Basic Tasks for TV Applications
This topic applies to Windows XP Home Edition and Windows XP Professional only.
Application development using Microsoft TV Technologies is based on a few fundamental tasks. Only the first two tasks are required of all applications; all the rest are optional, depending on what type of application you are developing. This section briefly describes those tasks in general terms and provides links to more detailed information.
- Create an instance of the Video Control: This is typically the first task for any application. The Video Control provides access to the TV tuner devices as well as rendering devices and four "features" which an application can enable or disable at any time, assuming that the data is present in the broadcast stream. For more information, see Video Control.
- Activate the desired features: IP Data Services, Closed Captioning, and Conditional Access are exposed to applications as "features" by the Video Control. To enable a feature, an application retrieves it from the Video Control's FeaturesAvailable collection, adds it to a features collection object that the application has created, and then sets this collection as the FeaturesActive collection property.
- Create an instance of the Guide Store and query for program info: By using the Guide Store, applications are freed from all responsibility for creating tune requests. An application typically queries the Guide Store for program information according to some user-defined rules, and then populates a user interface based on the results. When the user selects a program, the application retrieves the tune request associated with the schedule entry and passes it to the Video Control. The Guide Store is populated by an application or a separate Guide Store loader. (In this version of Microsoft® Windows® XP Home Edition and Windows XP Professional, third parties are responsible for implementing their own Guide Store loader.)
- Create Tune Requests: If an application does not use the Guide Store to obtain a ready-made tune request, then it must create its own tune requests to provide to the Video Control in the View method. To create a tune request, the application must access the appropriate tuning space and use its CreateTuneRequest method. Different network types have different requirements for tune requests, and the application is responsible for knowing those rules.
- Enforce Conditional Access rules: Conditional access provides an easy way to limit a user's viewing access, through the use of plug-in components called policies. A service provider can install a policy to enforce a subscription fee, or a parent might install a policy that restricts a child's access to mature programming. The Conditional Access feature automatically monitors policies and determines whether a program is restricted. It is the application's responsibility to refuse to show a restricted program.
- Configure the Video Mixing Renderer for custom rendering: With the new Video Mixing Renderer (VMR) you can create custom mixing effects, such as overlaying an alpha-blended bitmap over the video rectangle. The VMR is exposed to applications through the Video Control as the MSVidVideoRenderer object.
- Set up to receive events from the Video Control or other components: You will probably want to receive event notifications from the Video Control and the CA Manager. The techniques for receiving events are very specific to the language you are developing in.

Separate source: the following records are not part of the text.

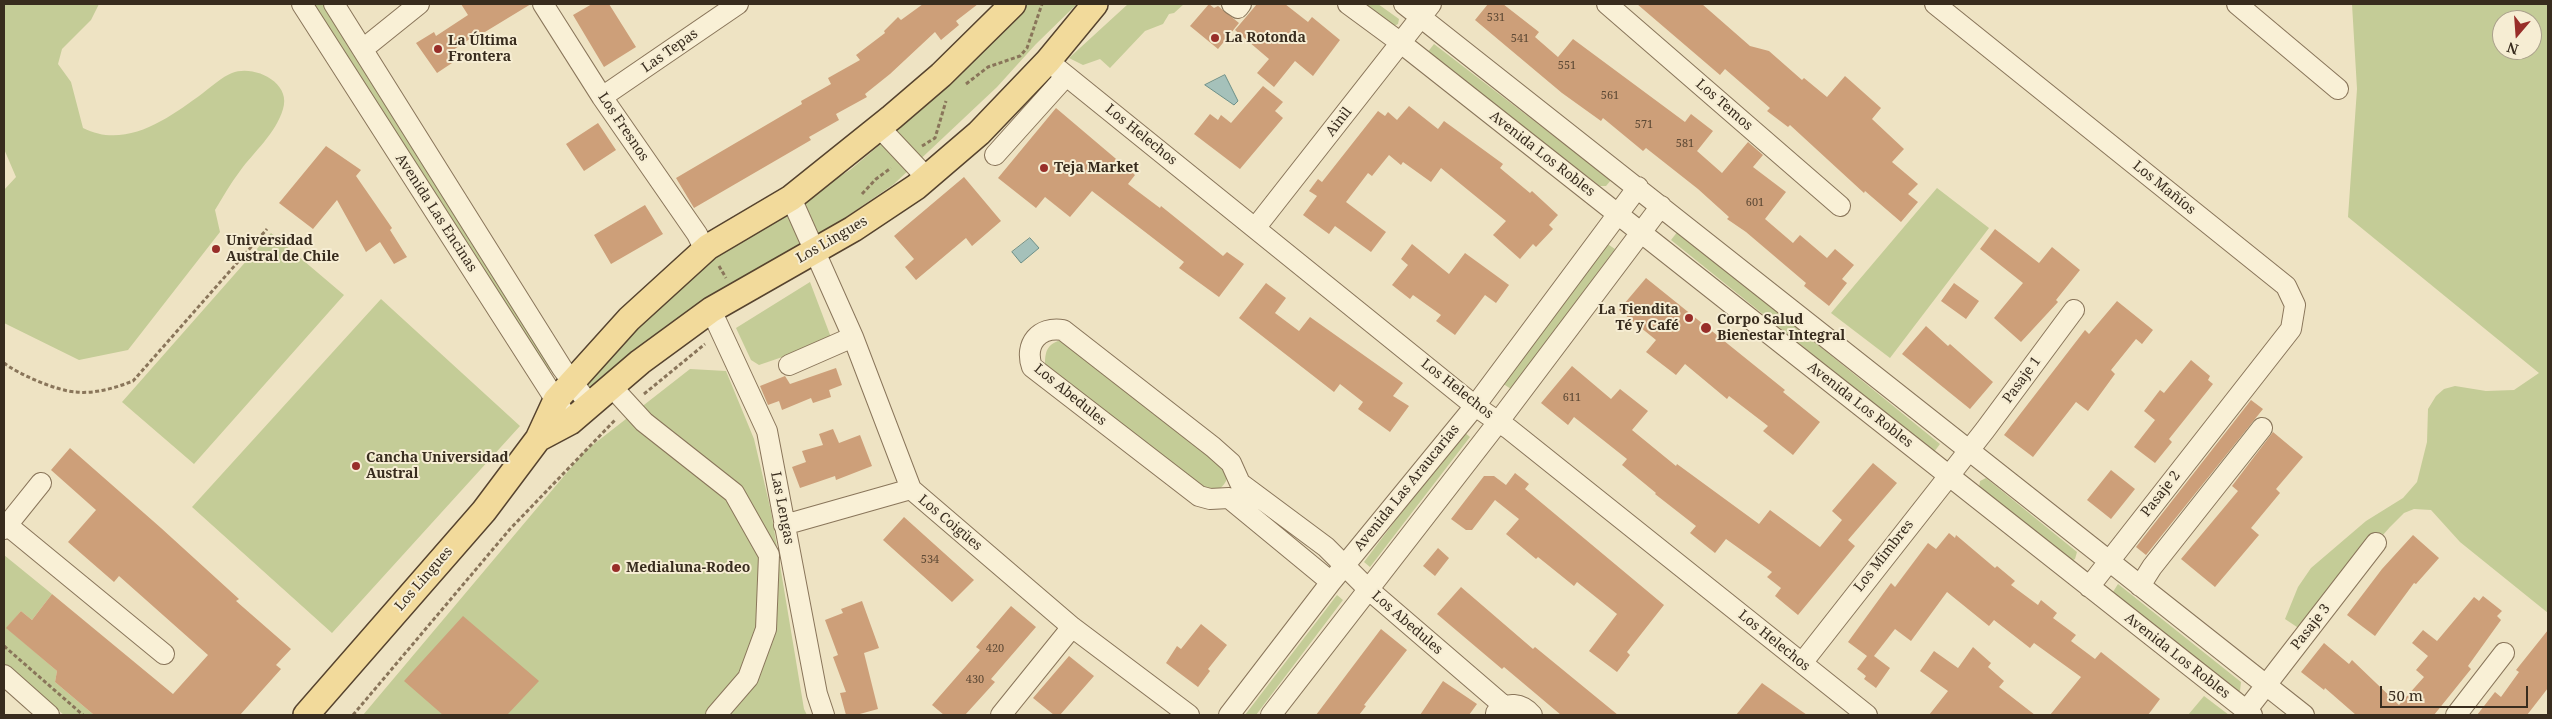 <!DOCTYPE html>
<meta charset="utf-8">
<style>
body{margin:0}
#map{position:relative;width:2552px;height:719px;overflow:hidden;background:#eee3c3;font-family:"Noto Serif",serif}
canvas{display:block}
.frame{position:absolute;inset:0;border:5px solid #382c1e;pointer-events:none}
.north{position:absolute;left:2492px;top:10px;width:50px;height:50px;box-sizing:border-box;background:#f6edd3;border:1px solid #aaa08b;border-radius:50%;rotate:198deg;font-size:14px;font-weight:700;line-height:20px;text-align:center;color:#382c1e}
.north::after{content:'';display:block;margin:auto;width:18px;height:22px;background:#982e29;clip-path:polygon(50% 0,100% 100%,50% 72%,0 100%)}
.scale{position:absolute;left:2380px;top:686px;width:148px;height:22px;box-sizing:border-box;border:2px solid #382c1e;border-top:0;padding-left:6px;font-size:15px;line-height:18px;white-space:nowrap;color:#382c1e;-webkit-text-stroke:4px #f6edd3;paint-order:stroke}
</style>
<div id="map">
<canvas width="2552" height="719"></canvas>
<div class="frame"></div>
<div class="north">N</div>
<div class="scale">50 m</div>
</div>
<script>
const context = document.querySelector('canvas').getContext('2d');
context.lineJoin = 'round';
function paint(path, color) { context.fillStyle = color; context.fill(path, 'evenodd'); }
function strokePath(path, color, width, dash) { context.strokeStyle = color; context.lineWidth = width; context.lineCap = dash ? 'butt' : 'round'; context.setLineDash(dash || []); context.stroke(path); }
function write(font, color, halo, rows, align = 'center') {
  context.font = font + ' "Noto Serif",serif'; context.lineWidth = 4; context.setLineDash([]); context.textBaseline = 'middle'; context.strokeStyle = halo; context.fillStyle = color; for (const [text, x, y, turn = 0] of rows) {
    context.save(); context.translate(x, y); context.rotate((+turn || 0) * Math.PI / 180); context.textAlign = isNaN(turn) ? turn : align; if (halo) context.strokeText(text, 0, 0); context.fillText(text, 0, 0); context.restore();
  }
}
paint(new Path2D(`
 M4 4H99L91 20 62 49 58 64 71 82 83 128C126 150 169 118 203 93 212 86 222 77 232 73 253 64 292 82 283 109 276 133 254 152 240 171 230 184 223 197 215 210L220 232 128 350 79 360 4 323V190L16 177 4 149Z
 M313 4H335L563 361 547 372Z
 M1028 4H1077L1036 44 997 87 894 184 591 393 586 386 593 374 688 275 735 240 850 170 915 115Z
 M1128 4H1184L1174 13 1169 14 1163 24 1145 31 1110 68 1100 59 1083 65 1069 58Z
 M1360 4H1378L1399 19 1398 24 1392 27Z
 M2352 4H2548V613L2460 542 2431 510 2414 509 2404 513 2390 527 2300 629 2285 619 2298 587 2311 568 2366 521 2403 498 2417 482 2427 442 2428 409 2436 396 2444 389 2455 386 2486 391 2514 390 2539 373 2348 217 2357 89ZM2502 20H2532V50H2502Z
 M1434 44 1611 180 1606 186H1600L1427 53Z
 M1937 188 1989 228 1890 358 1831 313Z
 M1678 231 1940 444 1934 452 1671 240Z
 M271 233 344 295 194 464 122 402Z
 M1606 243 1615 249 1511 389 1502 383Z
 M810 282 832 340 759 365 751 360 736 328Z
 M381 299 520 426 332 633 192 507Z
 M1063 339 1228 467C1229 479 1225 485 1216 492L1208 491 1045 365C1045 349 1048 344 1063 339Z
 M690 369 726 371 754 439 771 511 804 709 807 715H363L585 451Z
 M1463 431 1470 437 1370 567 1364 562Z
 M1986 478 2077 552 2075 559 2070 562 1979 489 1980 481Z
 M4 555 52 594 32 620 21 611 7 628 57 671 55 682 94 715H64L4 665Z
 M2118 584 2241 682 2240 691 2234 692 2111 595Z
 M1337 595 1343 600 1256 715H1245Z
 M2204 696 2229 715H2188Z`), '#c4cc97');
const water = new Path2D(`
 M1225 75 1238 101 1234 105 1205 85Z
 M1030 238 1039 248 1021 263 1012 252Z`);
paint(water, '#a5c1ba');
strokePath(water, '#6c8f88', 1);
paint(new Path2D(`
 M461 4H531L480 35 479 33 450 52 455 61 437 73 416 43 434 32 436 36 468 15Z
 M592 4H609L636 47 604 67 573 15Z
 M923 4H978L956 21 959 25 941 40 935 32 890 74 865 94 867 97 836 114 839 120 809 137 811 140 694 208 676 178 802 104 801 101 831 84 828 78 860 60 856 55 885 33 884 31 898 17 901 20Z
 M1209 4 1214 8 1218 6 1239 23 1218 49 1190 26Z
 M1257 4H1285L1308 22 1312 17 1340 40 1313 76 1295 61 1274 87 1257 73 1269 59 1235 30Z
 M1488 4H1503L1539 32 1535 37 1558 57 1573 39 1685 122 1691 114 1713 131 1697 151 1722 173 1748 142 1763 155 1753 167 1786 192 1765 219 1793 243 1800 235 1827 258 1835 249 1854 265 1842 279 1847 283 1829 306 1804 286 1806 283 1746 232 1727 219 1729 217 1698 189 1646 148 1643 151 1603 118 1601 121 1562 93 1475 20Z
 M1637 4H1702L1750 46 1769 51 1802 80 1804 78 1827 97 1845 76 1881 108 1872 119 1904 149 1892 162 1918 184 1908 194 1918 202 1901 222 1865 191 1864 193 1790 125 1788 127 1767 111 1770 108 1725 69 1720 75Z
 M1263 86 1283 102 1275 111 1283 118 1240 169 1194 134 1210 114 1218 120 1221 115 1231 123Z
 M1409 106 1438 129 1444 121 1503 164 1500 168 1530 193 1532 191 1558 215 1549 225 1553 229 1536 247 1533 244 1520 259 1493 235 1506 221 1441 168 1431 182 1403 162 1401 165 1389 155 1372 176 1368 173 1346 202 1386 232 1371 252 1335 226 1329 234 1303 215 1317 196 1309 191 1318 179 1322 182 1378 111 1385 116 1388 112 1397 120Z
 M1056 108 1135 175 1128 184 1160 208 1161 206 1223 256 1227 252 1244 264 1219 297 1179 268 1184 262 1092 191 1070 217 1045 197 1036 208 998 178Z
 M598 123 616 150 584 171 566 144Z
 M326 146 361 170 356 176 392 228 390 230 407 257 394 264 380 242 366 252 337 200 313 229 279 203Z
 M964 177 1001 221 972 246 966 238 916 280 905 267 914 259 894 236Z
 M645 205 663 234 611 264 594 235Z
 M1995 229 2039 263 2052 247 2080 270 2056 300 2058 302 2021 342 1994 318 2023 283 1980 249Z
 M1412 244 1449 274 1465 253 1509 285 1496 303 1485 295 1455 335 1436 321 1441 315 1413 295 1410 299 1392 285 1408 265 1401 259Z
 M1646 278 1785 390 1783 392 1820 422 1793 455 1763 431 1768 426 1729 396 1727 399 1685 364 1676 375 1646 352 1656 340 1619 310Z
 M1266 283 1286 298 1275 313 1299 331 1310 317 1403 383 1393 396 1409 406 1390 432 1358 409 1363 402 1340 384 1334 392 1239 318Z
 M1954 283 1979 301 1966 319 1941 301Z
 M2117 301 2153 330 2142 344 2136 339 2111 370 2115 374 2088 411 2076 402 2033 457 2004 435 2085 330 2089 334Z
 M1926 326 1948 346 1950 344 1993 382 1970 409 1902 354Z
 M2191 360 2210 376 2208 380 2213 384 2169 439 2172 442 2155 463 2134 447 2155 420 2144 411 2160 390 2164 393Z
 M1572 366 1611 399 1620 389 1648 411 1632 430 1676 466 1677 464 1759 524 1770 510 1820 547 1842 520 1832 511 1873 463 1897 483 1848 540 1855 546 1798 615 1775 596 1781 588 1767 577 1772 572 1726 539 1715 553 1690 533 1696 526 1655 494 1656 493 1622 465 1627 459 1574 417 1568 425 1541 403Z
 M836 368 842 385 829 390 831 397 813 403 811 398 782 410 779 401 768 405 760 386 785 376 790 384Z
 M2251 400 2263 409 2146 555 2136 547Z
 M833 429 839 443 860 435 872 466 836 480 835 476 800 488 792 467 806 462 802 451 823 445 819 434Z
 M2273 432 2303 457 2276 489 2280 493 2251 528 2259 535 2215 587 2181 559 2238 491 2232 486Z
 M70 448 161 528 239 599 236 601 291 649 276 665 281 669 240 715H94L55 682 57 671 6 628 21 611 32 620 52 594 173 694 208 655 119 576 114 582 68 542 96 510 51 470Z
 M2111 470 2135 489 2111 519 2087 500Z
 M1515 473 1529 484 1525 489 1664 605 1627 652 1630 655 1617 672 1589 651 1617 614 1577 582 1574 586 1538 557 1536 559 1506 534 1519 519 1495 500 1472 530H1466L1451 519 1484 476H1494L1506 485Z
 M904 517 974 580 952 602 883 540Z
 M1949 533 1955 538 1956 535 1995 568 1997 566 2015 581 2011 585 2038 605 2041 600 2057 613 2053 618 2076 635 2071 641 2095 659 2101 652 2160 699 2148 715H2050L2081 677 2034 643 2030 648 1994 620 1989 626 1947 592 1911 641 1895 629 1874 656 1890 668 1876 688 1864 679 1866 676 1857 669 1867 656 1848 642 1891 583 1895 587 1928 543 1936 549Z
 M2413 535 2439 558 2416 584 2414 583 2375 636 2347 615 2382 569Z
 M1438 548 1449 558 1435 576 1423 566Z
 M1461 587 1533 649 1535 647 1618 715H1561L1504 667 1502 669 1437 614Z
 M2483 596 2502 611 2497 616 2501 620 2468 666 2471 669 2434 715H2356L2325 688 2324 690 2301 672 2324 643 2349 664 2352 660 2399 705 2424 677 2416 670 2428 656 2412 643 2423 630 2437 641 2474 597 2479 601Z
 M862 601 879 648 864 653 878 709 856 715H846L840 693 846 692 833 657 838 655 825 620 843 613 841 609Z
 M1011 606 1036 627 991 679 995 682 965 715H944L932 705 980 650 976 647Z
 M463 616 539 681 507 715H443L404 681Z
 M1201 624 1227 645 1208 669 1210 671 1198 687 1166 663 1177 646 1181 649Z
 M1381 629 1407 650 1364 705 1366 706 1359 715H1316Z
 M2548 630V688L2527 715H2477L2495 692 2501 697 2519 672 2516 670Z
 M1973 647 1991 663 1988 667 2004 681 1999 687 2035 715H1929L1948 691 1920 671 1934 651 1958 668Z
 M1069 656 1094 676 1060 715H1054L1033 698Z
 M1443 681 1477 704 1469 715H1420Z
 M1762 683 1807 715H1736Z`), '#cd9f79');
const minor = new Path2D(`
 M302 4 564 413
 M334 4 562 368 589 404
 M543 4 602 97 697 234 705 250
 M1232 4 1238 8 1241 4
 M1348 4 1401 43 2252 715
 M1404 4 2304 715
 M1607 4 1840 206
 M1935 4 2286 286 2295 305 2291 329 2089 587
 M2237 4 2338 89
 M363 49 419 4
 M1048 61 1475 406 1509 429 1867 715
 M602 97 738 4
 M880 128 927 178
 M995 155 1066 76
 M791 198 853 337 911 489 1072 627 1189 715
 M1256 227 1431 4
 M711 310 767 431 817 694 824 715
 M789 365 853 337
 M611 386 644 422 734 493 769 555 766 629 748 678 716 715
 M7 525 164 654
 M784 525 911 489
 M4 529 41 483
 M1331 582 1229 498 1210 499 1199 496 1032 367C1024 344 1039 326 1063 330L1213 447 1231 463 1240 483 1326 547 1368 589 1504 706
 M2140 586 2152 567 2262 428
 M1802 663 1985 430 2074 310
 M4 675 49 715
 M2246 711 2376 543
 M1496 713C1506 701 1522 703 1532 715
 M1001 715 1072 627
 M1229 715 1331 582 1475 406 1638 187
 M1271 715 1499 421 1661 206
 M2456 715 2504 653`);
const major = new Path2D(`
 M538 439 570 422 640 362 711 310 853 229 916 187 979 133 1048 61 1095 4
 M306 715 484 511 538 439 556 400 629 319 708 247 791 198 892 117 941 75 1013 4`);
strokePath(minor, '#89755a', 22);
strokePath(major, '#56432e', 28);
strokePath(new Path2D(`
 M966 84 988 67 1020 56 1027 48 1042 4
 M922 146 935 138 946 101
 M862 194 876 179 891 168
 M719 266 726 278
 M4 363C18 374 57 391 76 392 95 394 115 388 133 381L267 229
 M644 394 705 344
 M4 646 83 715
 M353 715 510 529 615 420`), '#89755a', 3, [4, 2.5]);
strokePath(minor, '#f9f0d6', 20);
strokePath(major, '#f2da9b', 25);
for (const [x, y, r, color] of [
 [1215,38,5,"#982e29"],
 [438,49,5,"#982e29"],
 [1044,168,5,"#982e29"],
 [216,249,5,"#982e29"],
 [1689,318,5,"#982e29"],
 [1706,328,6,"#982e29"],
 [356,466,5,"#982e29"],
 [616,568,5,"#982e29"]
]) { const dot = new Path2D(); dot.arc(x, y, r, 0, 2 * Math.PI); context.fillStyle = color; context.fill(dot); strokePath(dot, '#f6edd3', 2); }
write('11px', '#5d4935', null, [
 ["531",1496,18],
 ["541",1520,39],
 ["551",1567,66],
 ["561",1610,96],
 ["571",1644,125],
 ["581",1685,144],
 ["601",1755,203],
 ["611",1572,398],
 ["534",930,560],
 ["420",995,649],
 ["430",975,680]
]);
write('bold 14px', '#382c1e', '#f6edd3', [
 ["La Rotonda",1225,38],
 ["La Última",448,41],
 ["Frontera",448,57],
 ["Teja Market",1054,168],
 ["Universidad",226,241],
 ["Austral de Chile",226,257],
 ["La Tiendita",1679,310,"right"],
 ["Té y Café",1679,326,"right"],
 ["Corpo Salud",1717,320],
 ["Bienestar Integral",1717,336],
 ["Cancha Universidad",366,458],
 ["Austral",366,474],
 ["Medialuna-Rodeo",626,568]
], 'left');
write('14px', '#382c1e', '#f6edd3', [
 ["Las Tepas",670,51,-35],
 ["Los Temos",1724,105,41],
 ["Ainil",1339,122,-52],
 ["Los Fresnos",623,127,56],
 ["Los Helechos",1141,135,39],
 ["Avenida Los Robles",1542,154,38],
 ["Los Mañíos",2164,188,39],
 ["Avenida Las Encinas",436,213,57],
 ["Los Lingues",832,240,-30],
 ["Pasaje 1",2022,380,-54],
 ["Los Helechos",1457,389,38],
 ["Los Abedules",1070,395,39],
 ["Avenida Los Robles",1860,405,38],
 ["Avenida Las Araucarias",1407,488,-51],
 ["Pasaje 2",2161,494,-52],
 ["Las Lengas",782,508,79],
 ["Los Coigües",950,523,40],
 ["Los Mimbres",1884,556,-52],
 ["Los Lingues",424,579,-49],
 ["Los Abedules",1407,623,41],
 ["Pasaje 3",2311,627,-52],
 ["Los Helechos",1774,641,39],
 ["Avenida Los Robles",2177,656,38]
]);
</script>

- Access IP data in the broadcast stream: Once the Data Services feature is enabled through the Video Control, any IP data in the broadcast stream is routed to the NDIS stack. To receive this data, the application must open a socket using Winsock and listen on the specified multicast address, as it would for any other IP data.
- Create a default tune request in the registry (required for script applications only): When Microsoft Internet Explorer encounters a "TV:" URL in a Web page, it automatically loads the Video Control and tunes it to the default tune request, which is stored in the system registry. The creation of this registry entry is the responsibility of application developers, and it must be done using C++, since script applications cannot access the registry.